__Task__.
Scan the records below and copy every line that contains the string "Lauderdale".

__Data provided__.
*** Begin section ***

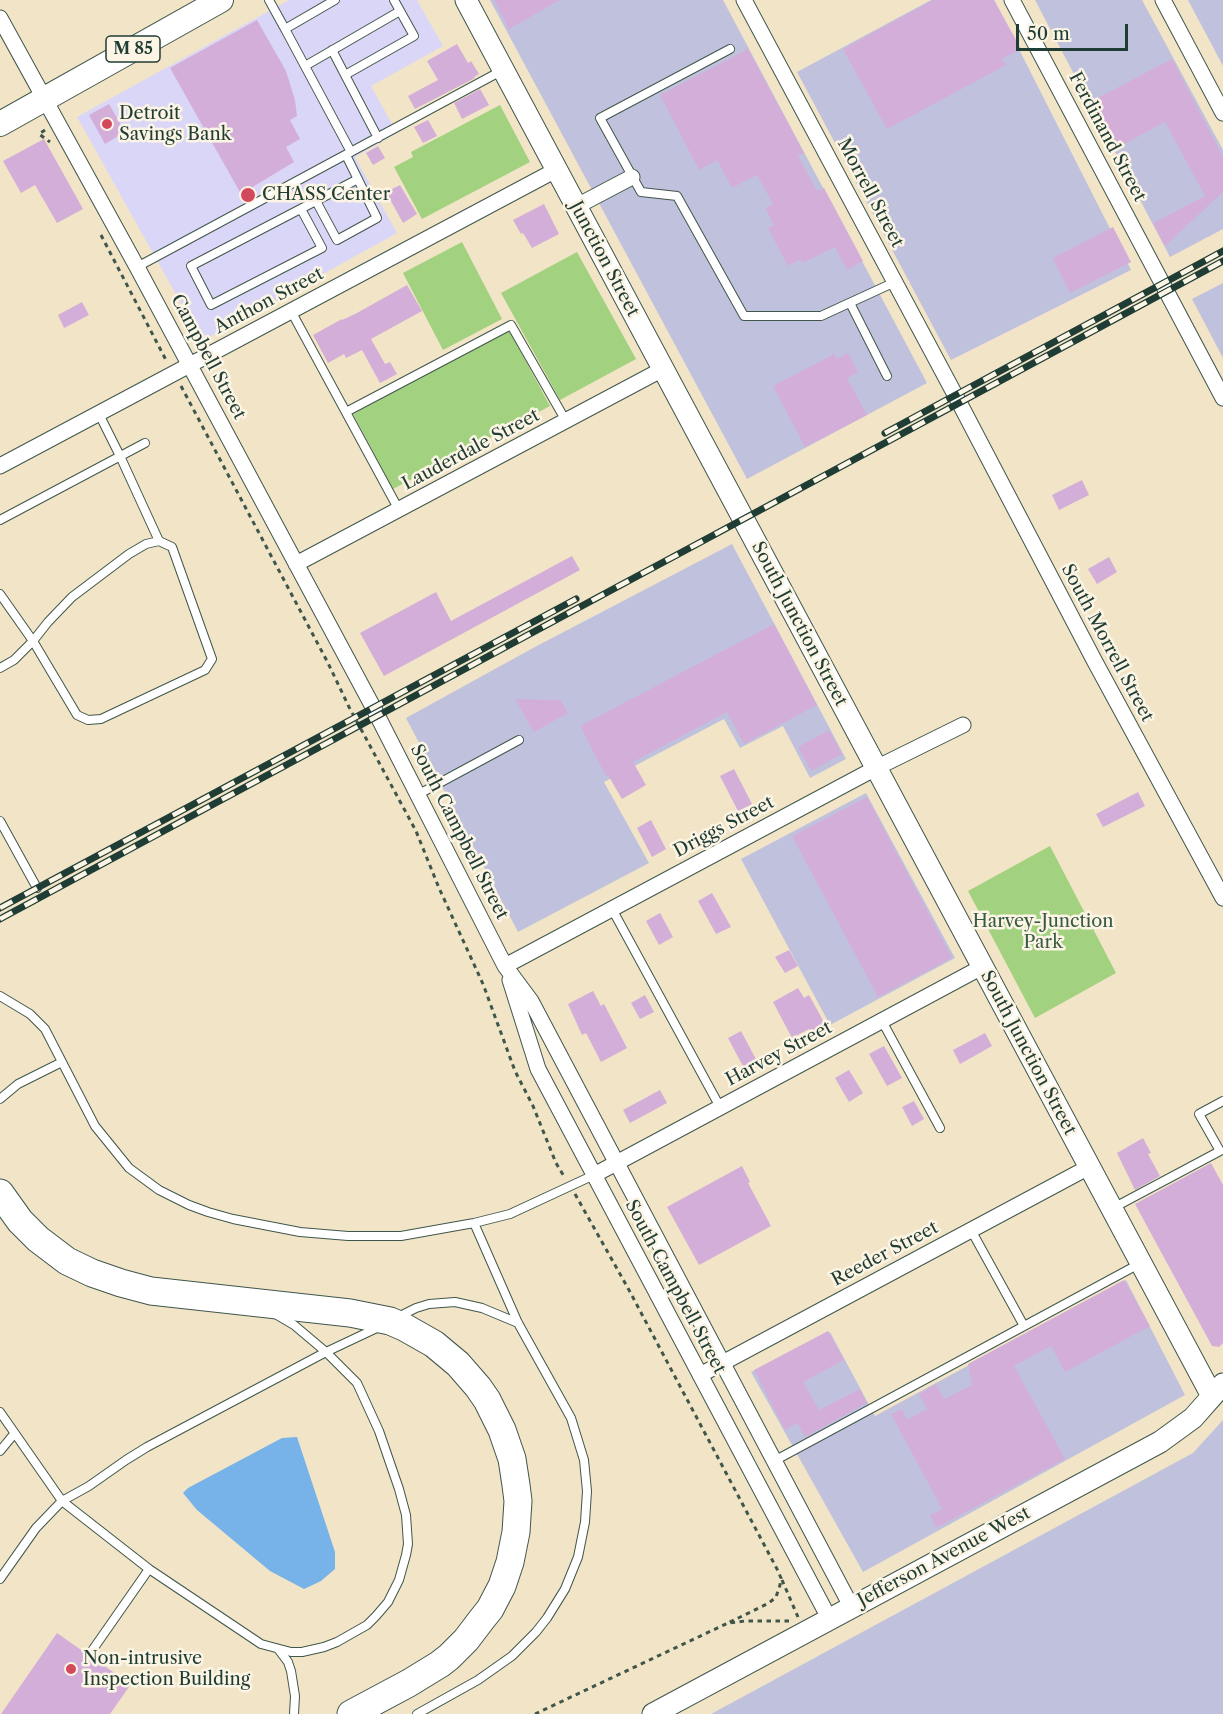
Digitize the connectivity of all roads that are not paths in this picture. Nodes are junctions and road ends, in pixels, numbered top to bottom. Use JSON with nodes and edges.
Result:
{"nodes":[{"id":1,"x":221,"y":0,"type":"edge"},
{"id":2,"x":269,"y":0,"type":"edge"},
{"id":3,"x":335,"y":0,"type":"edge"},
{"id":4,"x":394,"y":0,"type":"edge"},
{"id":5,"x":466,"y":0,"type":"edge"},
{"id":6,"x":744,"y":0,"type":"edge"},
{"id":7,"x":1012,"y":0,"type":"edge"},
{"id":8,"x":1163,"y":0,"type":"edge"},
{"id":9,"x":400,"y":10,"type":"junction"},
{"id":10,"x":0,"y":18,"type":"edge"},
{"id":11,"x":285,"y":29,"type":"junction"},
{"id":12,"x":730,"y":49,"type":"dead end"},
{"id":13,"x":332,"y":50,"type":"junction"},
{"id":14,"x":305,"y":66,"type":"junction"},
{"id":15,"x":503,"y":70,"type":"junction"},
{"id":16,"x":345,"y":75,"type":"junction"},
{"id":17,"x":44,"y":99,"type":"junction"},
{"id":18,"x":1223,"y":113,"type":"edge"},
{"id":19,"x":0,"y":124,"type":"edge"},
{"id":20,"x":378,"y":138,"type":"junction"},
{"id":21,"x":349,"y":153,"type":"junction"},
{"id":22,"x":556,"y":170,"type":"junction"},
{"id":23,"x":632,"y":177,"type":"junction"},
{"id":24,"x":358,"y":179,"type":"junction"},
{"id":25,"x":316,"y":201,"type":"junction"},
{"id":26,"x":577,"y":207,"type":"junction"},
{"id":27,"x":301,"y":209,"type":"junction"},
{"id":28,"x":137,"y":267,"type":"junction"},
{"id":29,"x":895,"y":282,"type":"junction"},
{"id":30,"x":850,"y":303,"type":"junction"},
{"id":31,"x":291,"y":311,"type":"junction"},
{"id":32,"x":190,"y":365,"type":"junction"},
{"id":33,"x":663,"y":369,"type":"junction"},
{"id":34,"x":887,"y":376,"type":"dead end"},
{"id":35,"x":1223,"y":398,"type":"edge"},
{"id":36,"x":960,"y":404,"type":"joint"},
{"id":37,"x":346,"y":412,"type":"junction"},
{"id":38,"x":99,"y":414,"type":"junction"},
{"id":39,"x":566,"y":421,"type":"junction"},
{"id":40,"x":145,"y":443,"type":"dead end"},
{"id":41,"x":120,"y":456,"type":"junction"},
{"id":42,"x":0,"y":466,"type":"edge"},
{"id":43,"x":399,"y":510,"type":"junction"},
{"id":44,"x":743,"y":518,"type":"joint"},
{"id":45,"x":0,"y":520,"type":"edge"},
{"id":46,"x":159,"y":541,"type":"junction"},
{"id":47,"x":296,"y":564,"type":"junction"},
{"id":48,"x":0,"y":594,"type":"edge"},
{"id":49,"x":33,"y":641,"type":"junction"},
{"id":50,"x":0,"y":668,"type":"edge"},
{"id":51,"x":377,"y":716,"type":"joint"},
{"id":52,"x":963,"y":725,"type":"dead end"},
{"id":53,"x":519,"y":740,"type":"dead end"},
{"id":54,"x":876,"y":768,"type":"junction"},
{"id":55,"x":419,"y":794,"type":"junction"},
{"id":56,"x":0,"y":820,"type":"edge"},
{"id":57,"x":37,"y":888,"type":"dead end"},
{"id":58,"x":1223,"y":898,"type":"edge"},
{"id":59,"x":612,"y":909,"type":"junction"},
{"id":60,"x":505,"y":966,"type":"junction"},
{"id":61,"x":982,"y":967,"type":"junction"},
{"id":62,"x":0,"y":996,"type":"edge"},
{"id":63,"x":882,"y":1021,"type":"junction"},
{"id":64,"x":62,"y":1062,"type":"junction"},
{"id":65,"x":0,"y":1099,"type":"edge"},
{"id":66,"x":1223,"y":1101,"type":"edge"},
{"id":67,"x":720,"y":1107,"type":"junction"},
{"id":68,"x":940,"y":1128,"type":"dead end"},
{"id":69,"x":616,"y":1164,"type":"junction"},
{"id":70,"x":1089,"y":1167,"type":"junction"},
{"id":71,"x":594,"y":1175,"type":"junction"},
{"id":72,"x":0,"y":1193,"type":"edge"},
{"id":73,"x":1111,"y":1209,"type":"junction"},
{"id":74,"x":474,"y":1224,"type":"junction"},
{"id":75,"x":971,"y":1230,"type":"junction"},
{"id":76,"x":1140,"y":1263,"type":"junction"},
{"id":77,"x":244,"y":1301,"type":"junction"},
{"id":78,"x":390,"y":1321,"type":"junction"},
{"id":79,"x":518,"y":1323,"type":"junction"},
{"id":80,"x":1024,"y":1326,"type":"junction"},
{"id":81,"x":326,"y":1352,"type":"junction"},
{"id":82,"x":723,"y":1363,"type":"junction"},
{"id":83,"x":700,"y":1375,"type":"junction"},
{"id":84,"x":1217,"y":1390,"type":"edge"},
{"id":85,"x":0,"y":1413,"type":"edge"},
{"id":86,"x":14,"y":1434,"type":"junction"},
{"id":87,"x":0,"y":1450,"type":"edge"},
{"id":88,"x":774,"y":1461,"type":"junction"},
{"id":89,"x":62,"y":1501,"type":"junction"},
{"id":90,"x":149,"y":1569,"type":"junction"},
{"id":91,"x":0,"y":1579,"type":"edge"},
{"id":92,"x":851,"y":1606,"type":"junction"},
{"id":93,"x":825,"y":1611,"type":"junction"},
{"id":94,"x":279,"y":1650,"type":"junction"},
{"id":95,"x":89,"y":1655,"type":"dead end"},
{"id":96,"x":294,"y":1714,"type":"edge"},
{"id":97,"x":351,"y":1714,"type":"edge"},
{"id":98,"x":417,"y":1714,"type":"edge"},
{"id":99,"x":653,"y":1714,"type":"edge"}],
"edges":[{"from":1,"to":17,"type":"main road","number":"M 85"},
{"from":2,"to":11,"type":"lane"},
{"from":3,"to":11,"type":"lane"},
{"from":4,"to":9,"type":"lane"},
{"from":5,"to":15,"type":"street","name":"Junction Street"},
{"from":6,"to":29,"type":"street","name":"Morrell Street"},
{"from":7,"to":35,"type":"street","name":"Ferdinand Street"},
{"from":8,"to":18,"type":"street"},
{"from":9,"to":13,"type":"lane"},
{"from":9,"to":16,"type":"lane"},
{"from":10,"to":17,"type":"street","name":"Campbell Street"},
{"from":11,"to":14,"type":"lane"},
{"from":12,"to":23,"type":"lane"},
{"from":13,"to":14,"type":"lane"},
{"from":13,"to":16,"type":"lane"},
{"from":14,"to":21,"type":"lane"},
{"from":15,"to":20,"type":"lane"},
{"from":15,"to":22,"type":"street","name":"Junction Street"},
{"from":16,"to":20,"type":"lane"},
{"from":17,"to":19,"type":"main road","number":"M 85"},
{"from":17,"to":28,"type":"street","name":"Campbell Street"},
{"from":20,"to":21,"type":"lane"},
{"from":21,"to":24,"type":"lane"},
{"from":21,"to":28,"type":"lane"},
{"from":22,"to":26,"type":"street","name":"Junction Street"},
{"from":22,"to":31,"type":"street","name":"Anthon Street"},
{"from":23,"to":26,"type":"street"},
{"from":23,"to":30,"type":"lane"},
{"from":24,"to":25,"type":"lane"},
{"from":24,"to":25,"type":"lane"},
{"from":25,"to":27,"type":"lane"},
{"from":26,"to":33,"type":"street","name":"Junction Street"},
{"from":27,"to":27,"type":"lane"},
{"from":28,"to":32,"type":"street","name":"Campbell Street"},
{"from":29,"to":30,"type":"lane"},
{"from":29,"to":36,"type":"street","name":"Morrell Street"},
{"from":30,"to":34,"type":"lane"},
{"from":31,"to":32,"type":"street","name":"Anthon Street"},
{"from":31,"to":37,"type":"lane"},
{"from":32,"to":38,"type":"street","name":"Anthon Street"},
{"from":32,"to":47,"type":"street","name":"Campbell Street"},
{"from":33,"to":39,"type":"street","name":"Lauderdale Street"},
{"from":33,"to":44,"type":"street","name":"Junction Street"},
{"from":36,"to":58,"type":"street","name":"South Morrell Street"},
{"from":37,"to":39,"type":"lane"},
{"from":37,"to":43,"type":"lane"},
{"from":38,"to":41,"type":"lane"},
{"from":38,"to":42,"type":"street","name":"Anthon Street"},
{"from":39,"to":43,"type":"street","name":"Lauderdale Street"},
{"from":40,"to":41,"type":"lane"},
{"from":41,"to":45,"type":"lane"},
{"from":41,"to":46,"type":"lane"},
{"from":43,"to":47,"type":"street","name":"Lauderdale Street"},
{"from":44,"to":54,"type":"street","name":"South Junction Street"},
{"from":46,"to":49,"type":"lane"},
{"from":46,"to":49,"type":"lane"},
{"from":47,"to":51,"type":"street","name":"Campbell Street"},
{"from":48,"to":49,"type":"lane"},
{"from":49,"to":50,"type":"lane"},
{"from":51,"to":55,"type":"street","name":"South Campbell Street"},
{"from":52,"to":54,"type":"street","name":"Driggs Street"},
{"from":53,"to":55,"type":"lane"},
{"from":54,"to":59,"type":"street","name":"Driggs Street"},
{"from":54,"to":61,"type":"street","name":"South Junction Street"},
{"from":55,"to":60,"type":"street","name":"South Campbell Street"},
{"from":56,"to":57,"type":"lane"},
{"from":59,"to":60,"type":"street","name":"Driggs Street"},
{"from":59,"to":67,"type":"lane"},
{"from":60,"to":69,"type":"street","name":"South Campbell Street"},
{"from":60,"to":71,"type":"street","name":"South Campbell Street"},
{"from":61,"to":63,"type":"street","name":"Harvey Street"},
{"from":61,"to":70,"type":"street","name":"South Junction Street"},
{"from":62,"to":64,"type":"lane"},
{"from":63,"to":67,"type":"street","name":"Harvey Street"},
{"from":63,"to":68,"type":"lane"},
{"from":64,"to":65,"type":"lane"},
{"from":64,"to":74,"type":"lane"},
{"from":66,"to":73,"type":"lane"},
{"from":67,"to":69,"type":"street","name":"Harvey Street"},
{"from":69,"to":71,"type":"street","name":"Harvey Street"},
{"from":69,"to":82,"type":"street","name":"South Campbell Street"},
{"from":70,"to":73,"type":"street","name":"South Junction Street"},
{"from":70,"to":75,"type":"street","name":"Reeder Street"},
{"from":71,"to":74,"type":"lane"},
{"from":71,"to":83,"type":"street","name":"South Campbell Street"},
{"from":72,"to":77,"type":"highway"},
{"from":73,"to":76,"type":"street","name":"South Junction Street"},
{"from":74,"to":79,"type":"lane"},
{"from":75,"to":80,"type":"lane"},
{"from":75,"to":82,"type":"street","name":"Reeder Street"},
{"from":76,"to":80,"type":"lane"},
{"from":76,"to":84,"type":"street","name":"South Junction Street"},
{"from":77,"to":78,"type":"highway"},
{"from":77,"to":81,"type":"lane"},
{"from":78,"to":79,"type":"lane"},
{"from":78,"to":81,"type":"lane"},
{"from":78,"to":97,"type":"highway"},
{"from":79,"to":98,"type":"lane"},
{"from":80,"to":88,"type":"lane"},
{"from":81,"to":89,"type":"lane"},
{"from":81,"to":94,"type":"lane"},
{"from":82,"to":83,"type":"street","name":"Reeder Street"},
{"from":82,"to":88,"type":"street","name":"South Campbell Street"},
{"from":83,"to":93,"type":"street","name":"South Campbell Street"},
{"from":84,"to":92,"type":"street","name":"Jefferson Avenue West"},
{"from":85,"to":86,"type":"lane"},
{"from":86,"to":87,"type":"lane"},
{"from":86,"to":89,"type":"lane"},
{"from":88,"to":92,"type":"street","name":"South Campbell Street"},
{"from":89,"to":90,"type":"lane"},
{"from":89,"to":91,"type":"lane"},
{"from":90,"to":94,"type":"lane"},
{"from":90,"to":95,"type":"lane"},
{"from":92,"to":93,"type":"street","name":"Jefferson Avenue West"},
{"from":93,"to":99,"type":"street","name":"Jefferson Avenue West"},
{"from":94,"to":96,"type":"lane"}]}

*** End section ***
*** Begin section ***

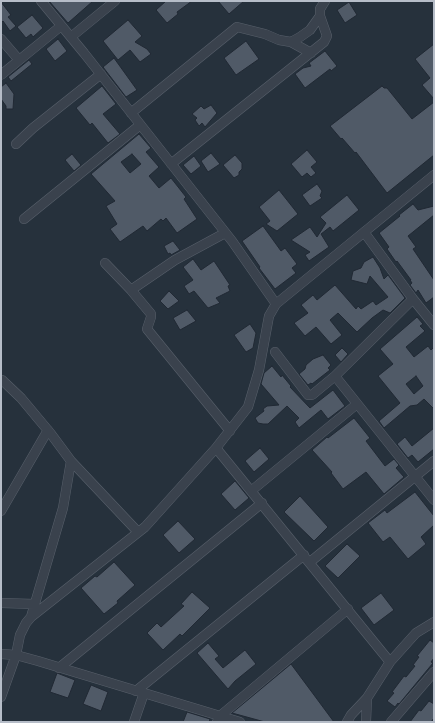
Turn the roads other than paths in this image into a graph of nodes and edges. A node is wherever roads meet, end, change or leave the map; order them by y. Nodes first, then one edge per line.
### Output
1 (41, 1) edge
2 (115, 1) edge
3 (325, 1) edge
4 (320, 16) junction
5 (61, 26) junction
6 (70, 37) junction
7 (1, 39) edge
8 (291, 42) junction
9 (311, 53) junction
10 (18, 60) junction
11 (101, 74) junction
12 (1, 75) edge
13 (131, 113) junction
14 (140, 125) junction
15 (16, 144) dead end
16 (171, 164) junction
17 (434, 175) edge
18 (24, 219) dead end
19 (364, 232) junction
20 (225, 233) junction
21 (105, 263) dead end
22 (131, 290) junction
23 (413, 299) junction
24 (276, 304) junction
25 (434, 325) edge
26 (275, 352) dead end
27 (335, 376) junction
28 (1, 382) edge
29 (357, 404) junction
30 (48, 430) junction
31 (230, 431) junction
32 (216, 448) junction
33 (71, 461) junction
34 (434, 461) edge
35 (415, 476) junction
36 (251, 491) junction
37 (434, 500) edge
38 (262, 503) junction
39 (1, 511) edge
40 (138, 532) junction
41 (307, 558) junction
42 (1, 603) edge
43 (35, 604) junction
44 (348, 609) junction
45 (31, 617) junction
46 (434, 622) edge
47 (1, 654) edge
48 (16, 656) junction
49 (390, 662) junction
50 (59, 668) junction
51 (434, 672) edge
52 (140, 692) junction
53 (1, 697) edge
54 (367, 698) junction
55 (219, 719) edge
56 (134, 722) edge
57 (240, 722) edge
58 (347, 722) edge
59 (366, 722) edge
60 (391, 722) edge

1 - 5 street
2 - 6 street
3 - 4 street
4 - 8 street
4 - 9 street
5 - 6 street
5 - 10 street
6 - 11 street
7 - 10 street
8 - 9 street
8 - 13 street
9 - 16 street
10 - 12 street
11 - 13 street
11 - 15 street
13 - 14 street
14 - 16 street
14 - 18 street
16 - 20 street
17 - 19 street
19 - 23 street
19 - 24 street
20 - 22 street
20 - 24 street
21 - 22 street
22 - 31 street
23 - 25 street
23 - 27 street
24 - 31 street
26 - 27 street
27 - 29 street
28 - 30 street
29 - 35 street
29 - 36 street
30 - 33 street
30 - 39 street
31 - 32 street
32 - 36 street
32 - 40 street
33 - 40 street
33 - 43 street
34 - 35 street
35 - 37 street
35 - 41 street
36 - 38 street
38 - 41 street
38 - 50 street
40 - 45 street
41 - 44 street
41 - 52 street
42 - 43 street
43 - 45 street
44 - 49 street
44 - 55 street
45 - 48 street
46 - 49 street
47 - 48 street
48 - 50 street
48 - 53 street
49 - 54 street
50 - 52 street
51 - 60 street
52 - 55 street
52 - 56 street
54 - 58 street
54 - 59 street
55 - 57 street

*** End section ***

__Solved problem__.
{"from":33,"to":39,"type":"street","name":"Lauderdale Street"},
{"from":39,"to":43,"type":"street","name":"Lauderdale Street"},
{"from":43,"to":47,"type":"street","name":"Lauderdale Street"},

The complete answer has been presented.